● Exercise prompt
Extract the full set of records that follows, word for word.

--------

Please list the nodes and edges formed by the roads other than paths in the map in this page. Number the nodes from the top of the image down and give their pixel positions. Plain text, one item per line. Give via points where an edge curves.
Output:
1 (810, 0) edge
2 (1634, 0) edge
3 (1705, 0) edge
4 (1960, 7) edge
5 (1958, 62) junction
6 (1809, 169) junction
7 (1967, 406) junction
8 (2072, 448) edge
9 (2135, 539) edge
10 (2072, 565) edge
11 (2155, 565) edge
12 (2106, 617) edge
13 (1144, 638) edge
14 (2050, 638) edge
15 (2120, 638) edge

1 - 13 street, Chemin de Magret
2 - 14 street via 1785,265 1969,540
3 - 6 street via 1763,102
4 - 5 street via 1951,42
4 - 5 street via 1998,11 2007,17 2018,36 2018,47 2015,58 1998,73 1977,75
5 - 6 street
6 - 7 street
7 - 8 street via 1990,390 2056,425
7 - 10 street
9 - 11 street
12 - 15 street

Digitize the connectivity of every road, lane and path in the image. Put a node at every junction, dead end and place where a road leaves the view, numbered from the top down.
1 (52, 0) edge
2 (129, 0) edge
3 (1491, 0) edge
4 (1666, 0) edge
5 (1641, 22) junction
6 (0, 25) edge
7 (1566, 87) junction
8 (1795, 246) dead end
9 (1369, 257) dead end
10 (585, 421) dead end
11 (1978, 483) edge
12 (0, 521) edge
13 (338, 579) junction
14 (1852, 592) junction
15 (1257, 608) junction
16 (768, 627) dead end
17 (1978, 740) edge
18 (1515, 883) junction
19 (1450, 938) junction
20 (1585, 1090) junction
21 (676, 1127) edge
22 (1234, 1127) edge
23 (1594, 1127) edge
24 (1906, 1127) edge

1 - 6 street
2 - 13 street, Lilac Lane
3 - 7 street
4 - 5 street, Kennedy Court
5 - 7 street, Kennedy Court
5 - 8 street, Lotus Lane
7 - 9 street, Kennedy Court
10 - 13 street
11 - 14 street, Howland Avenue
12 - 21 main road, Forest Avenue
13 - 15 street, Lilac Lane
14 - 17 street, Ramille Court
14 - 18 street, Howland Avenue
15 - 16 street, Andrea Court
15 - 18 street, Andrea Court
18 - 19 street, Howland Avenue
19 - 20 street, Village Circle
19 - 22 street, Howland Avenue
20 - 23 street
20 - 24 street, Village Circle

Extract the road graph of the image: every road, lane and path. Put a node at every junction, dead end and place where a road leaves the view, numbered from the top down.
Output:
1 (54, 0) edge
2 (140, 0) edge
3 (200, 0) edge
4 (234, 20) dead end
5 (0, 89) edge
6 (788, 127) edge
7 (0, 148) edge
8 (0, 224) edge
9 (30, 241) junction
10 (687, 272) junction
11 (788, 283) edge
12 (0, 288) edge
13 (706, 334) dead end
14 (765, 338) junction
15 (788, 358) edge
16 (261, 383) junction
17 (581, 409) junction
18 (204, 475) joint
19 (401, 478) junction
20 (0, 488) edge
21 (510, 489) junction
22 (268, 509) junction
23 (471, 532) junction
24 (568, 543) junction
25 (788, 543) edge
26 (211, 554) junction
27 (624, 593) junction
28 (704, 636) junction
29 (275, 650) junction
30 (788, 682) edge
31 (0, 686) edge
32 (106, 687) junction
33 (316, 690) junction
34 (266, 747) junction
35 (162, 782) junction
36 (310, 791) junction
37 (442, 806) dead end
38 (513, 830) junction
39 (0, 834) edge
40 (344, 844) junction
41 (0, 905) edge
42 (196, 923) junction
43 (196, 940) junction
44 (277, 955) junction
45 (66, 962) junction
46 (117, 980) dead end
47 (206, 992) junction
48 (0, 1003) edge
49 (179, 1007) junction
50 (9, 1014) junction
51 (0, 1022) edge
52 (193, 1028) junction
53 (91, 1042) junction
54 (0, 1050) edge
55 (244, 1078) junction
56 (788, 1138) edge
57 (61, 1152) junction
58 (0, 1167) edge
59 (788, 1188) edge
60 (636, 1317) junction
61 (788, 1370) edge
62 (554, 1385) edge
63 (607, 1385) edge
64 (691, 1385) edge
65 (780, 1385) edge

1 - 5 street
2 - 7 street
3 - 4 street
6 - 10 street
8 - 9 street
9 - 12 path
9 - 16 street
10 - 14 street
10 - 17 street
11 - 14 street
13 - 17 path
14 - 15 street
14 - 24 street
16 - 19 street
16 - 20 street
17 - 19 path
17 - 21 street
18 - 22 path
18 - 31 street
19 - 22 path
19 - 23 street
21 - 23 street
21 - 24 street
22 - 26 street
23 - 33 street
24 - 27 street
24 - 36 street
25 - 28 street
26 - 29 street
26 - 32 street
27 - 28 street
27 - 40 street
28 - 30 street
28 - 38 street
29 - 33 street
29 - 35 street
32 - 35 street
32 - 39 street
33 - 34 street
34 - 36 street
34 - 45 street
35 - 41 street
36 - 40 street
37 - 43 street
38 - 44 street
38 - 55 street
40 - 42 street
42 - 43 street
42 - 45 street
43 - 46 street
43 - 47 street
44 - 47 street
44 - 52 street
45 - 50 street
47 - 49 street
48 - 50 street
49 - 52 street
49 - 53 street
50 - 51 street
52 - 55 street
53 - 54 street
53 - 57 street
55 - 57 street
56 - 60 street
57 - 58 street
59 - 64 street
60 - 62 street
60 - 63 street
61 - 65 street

--------

● Written response
Please list the nodes and edges formed by the roads other than paths in the map in this page. Number the nodes from the top of the image down and give their pixel positions. Plain text, one item per line. Give via points where an edge curves.
Output:
1 (810, 0) edge
2 (1634, 0) edge
3 (1705, 0) edge
4 (1960, 7) edge
5 (1958, 62) junction
6 (1809, 169) junction
7 (1967, 406) junction
8 (2072, 448) edge
9 (2135, 539) edge
10 (2072, 565) edge
11 (2155, 565) edge
12 (2106, 617) edge
13 (1144, 638) edge
14 (2050, 638) edge
15 (2120, 638) edge

1 - 13 street, Chemin de Magret
2 - 14 street via 1785,265 1969,540
3 - 6 street via 1763,102
4 - 5 street via 1951,42
4 - 5 street via 1998,11 2007,17 2018,36 2018,47 2015,58 1998,73 1977,75
5 - 6 street
6 - 7 street
7 - 8 street via 1990,390 2056,425
7 - 10 street
9 - 11 street
12 - 15 street

Digitize the connectivity of every road, lane and path in the image. Put a node at every junction, dead end and place where a road leaves the view, numbered from the top down.
1 (52, 0) edge
2 (129, 0) edge
3 (1491, 0) edge
4 (1666, 0) edge
5 (1641, 22) junction
6 (0, 25) edge
7 (1566, 87) junction
8 (1795, 246) dead end
9 (1369, 257) dead end
10 (585, 421) dead end
11 (1978, 483) edge
12 (0, 521) edge
13 (338, 579) junction
14 (1852, 592) junction
15 (1257, 608) junction
16 (768, 627) dead end
17 (1978, 740) edge
18 (1515, 883) junction
19 (1450, 938) junction
20 (1585, 1090) junction
21 (676, 1127) edge
22 (1234, 1127) edge
23 (1594, 1127) edge
24 (1906, 1127) edge

1 - 6 street
2 - 13 street, Lilac Lane
3 - 7 street
4 - 5 street, Kennedy Court
5 - 7 street, Kennedy Court
5 - 8 street, Lotus Lane
7 - 9 street, Kennedy Court
10 - 13 street
11 - 14 street, Howland Avenue
12 - 21 main road, Forest Avenue
13 - 15 street, Lilac Lane
14 - 17 street, Ramille Court
14 - 18 street, Howland Avenue
15 - 16 street, Andrea Court
15 - 18 street, Andrea Court
18 - 19 street, Howland Avenue
19 - 20 street, Village Circle
19 - 22 street, Howland Avenue
20 - 23 street
20 - 24 street, Village Circle

Extract the road graph of the image: every road, lane and path. Put a node at every junction, dead end and place where a road leaves the view, numbered from the top down.
Output:
1 (54, 0) edge
2 (140, 0) edge
3 (200, 0) edge
4 (234, 20) dead end
5 (0, 89) edge
6 (788, 127) edge
7 (0, 148) edge
8 (0, 224) edge
9 (30, 241) junction
10 (687, 272) junction
11 (788, 283) edge
12 (0, 288) edge
13 (706, 334) dead end
14 (765, 338) junction
15 (788, 358) edge
16 (261, 383) junction
17 (581, 409) junction
18 (204, 475) joint
19 (401, 478) junction
20 (0, 488) edge
21 (510, 489) junction
22 (268, 509) junction
23 (471, 532) junction
24 (568, 543) junction
25 (788, 543) edge
26 (211, 554) junction
27 (624, 593) junction
28 (704, 636) junction
29 (275, 650) junction
30 (788, 682) edge
31 (0, 686) edge
32 (106, 687) junction
33 (316, 690) junction
34 (266, 747) junction
35 (162, 782) junction
36 (310, 791) junction
37 (442, 806) dead end
38 (513, 830) junction
39 (0, 834) edge
40 (344, 844) junction
41 (0, 905) edge
42 (196, 923) junction
43 (196, 940) junction
44 (277, 955) junction
45 (66, 962) junction
46 (117, 980) dead end
47 (206, 992) junction
48 (0, 1003) edge
49 (179, 1007) junction
50 (9, 1014) junction
51 (0, 1022) edge
52 (193, 1028) junction
53 (91, 1042) junction
54 (0, 1050) edge
55 (244, 1078) junction
56 (788, 1138) edge
57 (61, 1152) junction
58 (0, 1167) edge
59 (788, 1188) edge
60 (636, 1317) junction
61 (788, 1370) edge
62 (554, 1385) edge
63 (607, 1385) edge
64 (691, 1385) edge
65 (780, 1385) edge

1 - 5 street
2 - 7 street
3 - 4 street
6 - 10 street
8 - 9 street
9 - 12 path
9 - 16 street
10 - 14 street
10 - 17 street
11 - 14 street
13 - 17 path
14 - 15 street
14 - 24 street
16 - 19 street
16 - 20 street
17 - 19 path
17 - 21 street
18 - 22 path
18 - 31 street
19 - 22 path
19 - 23 street
21 - 23 street
21 - 24 street
22 - 26 street
23 - 33 street
24 - 27 street
24 - 36 street
25 - 28 street
26 - 29 street
26 - 32 street
27 - 28 street
27 - 40 street
28 - 30 street
28 - 38 street
29 - 33 street
29 - 35 street
32 - 35 street
32 - 39 street
33 - 34 street
34 - 36 street
34 - 45 street
35 - 41 street
36 - 40 street
37 - 43 street
38 - 44 street
38 - 55 street
40 - 42 street
42 - 43 street
42 - 45 street
43 - 46 street
43 - 47 street
44 - 47 street
44 - 52 street
45 - 50 street
47 - 49 street
48 - 50 street
49 - 52 street
49 - 53 street
50 - 51 street
52 - 55 street
53 - 54 street
53 - 57 street
55 - 57 street
56 - 60 street
57 - 58 street
59 - 64 street
60 - 62 street
60 - 63 street
61 - 65 street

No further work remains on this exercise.